Here's what I've read from what I think are good sources. Antifreeze contains corrosion inhibitors to protect the various metals in the cooling system, but over time, these and other compounds in the antifreeze break down and form acids. In effect, over time the antifreeze becomes corrosive. The useful life of antifreeze in a cooling system is 2-4 years. There may be better antifreezes available now, and there may be additives that can "restore" the antifreeze, but I figure a change and flush every two years is cheap insurance.

Rodd: I have heard that the water you use can make a difference. If you use distilled water, that is the best. City tap water, with unknown additives, would be the worst. Any truth to this?

Joe Alexander: modern Antifreezes prevent freeze-up for many years. However the additives that prevent the aluminum and other metal parts from corroding may only last a few years. In fact Mercedes-Benz recomends that the coolant be changed yearly unless the OEM Mercedes antifreeze is used, in which case it should be changed every other year. I have heard that Mercedes brand antifreeze is manufactured by a well known manufacturer (Zerex)who formulates the mixture to Mercedes' specifications and is unique for Mercedes-Benz cars. The off the shelf Zerex brand is not the same formula! Bi-yearly changes is probably overkill. However coolant does become more acidic with age. You can test the acidity of your coolant simply and easily by using acidity test strips used in swimming pools. You may find by testing that your coolant is good for four or five years. If you do not test, change every two or three years to be safe. Cylinder heads, water pumps radiators, cooling pipes and passages can be damaged from old antifreeze with a high acid content. Time seems to be more of a factor than miles for coolant. A 50/50 mix is optimum. More or less actually reduces protection. Distilled water works good in batteries but is not recomended for coolant. It encourages electrolysis (corrosive action caused by dissimilar metals). I have never had a bad experience draining coolant from the block plug. The threads seem to hold up fine. However I always drain the radiator by loosening the radiator hose. I have seen many stuck radiator drain plugs damage the lower radiator tank during removal.

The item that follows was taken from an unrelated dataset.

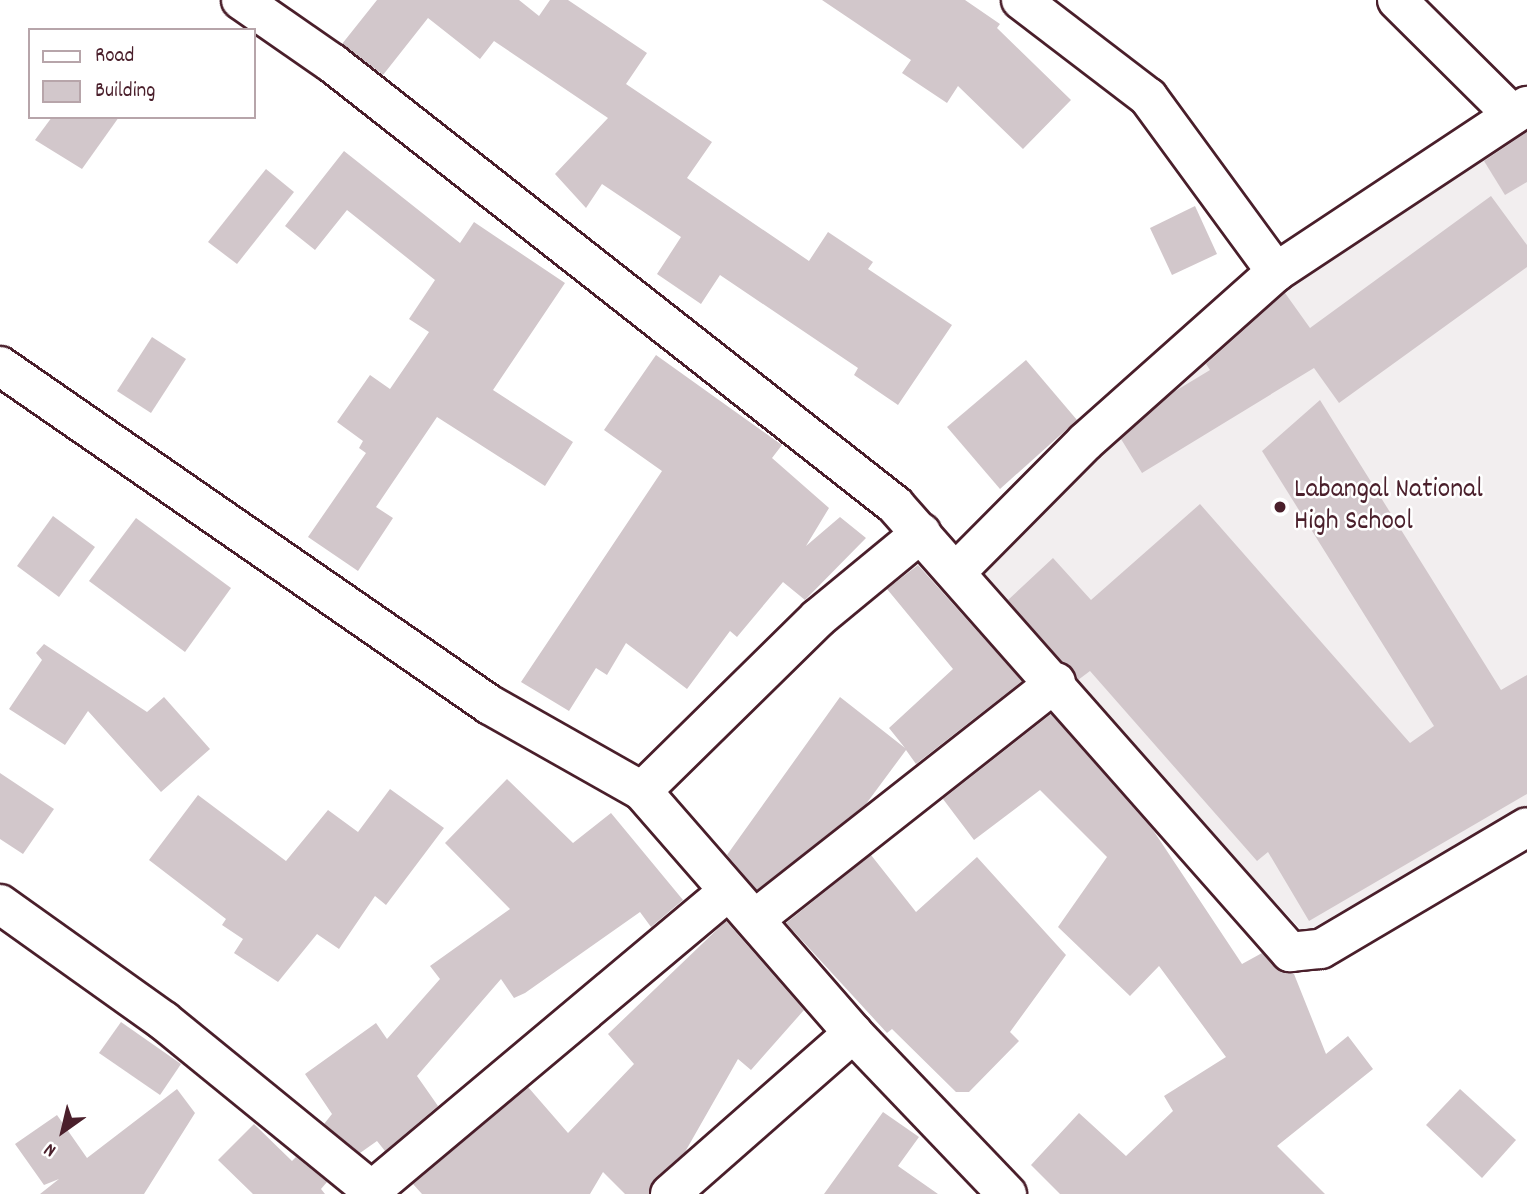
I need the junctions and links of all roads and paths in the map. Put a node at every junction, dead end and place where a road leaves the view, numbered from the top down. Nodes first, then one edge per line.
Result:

Naj: I drained the radiator as I have the head off. When I took this plug off, I got another 4 to 5 litres. Total capacity is about 12 litres. So I think its worth it. Plugs came off very easily on both 230 and 280 and I don’t think they had ever been off before. While the head is quite big, I think the shank of the bolt is only 12mm and its very short - just as deep as the thread on the block. So low likelyhood of it being frozen. The difficult one was the bigger plug with the 17mm in-hex. I wanted this off to fit a water feed adapter for an oil cooler I'm adding to the 230 from a 250 engine. An allen key socket didn't budge it. There was locktite type of material on it. In the end, I had to drill it out.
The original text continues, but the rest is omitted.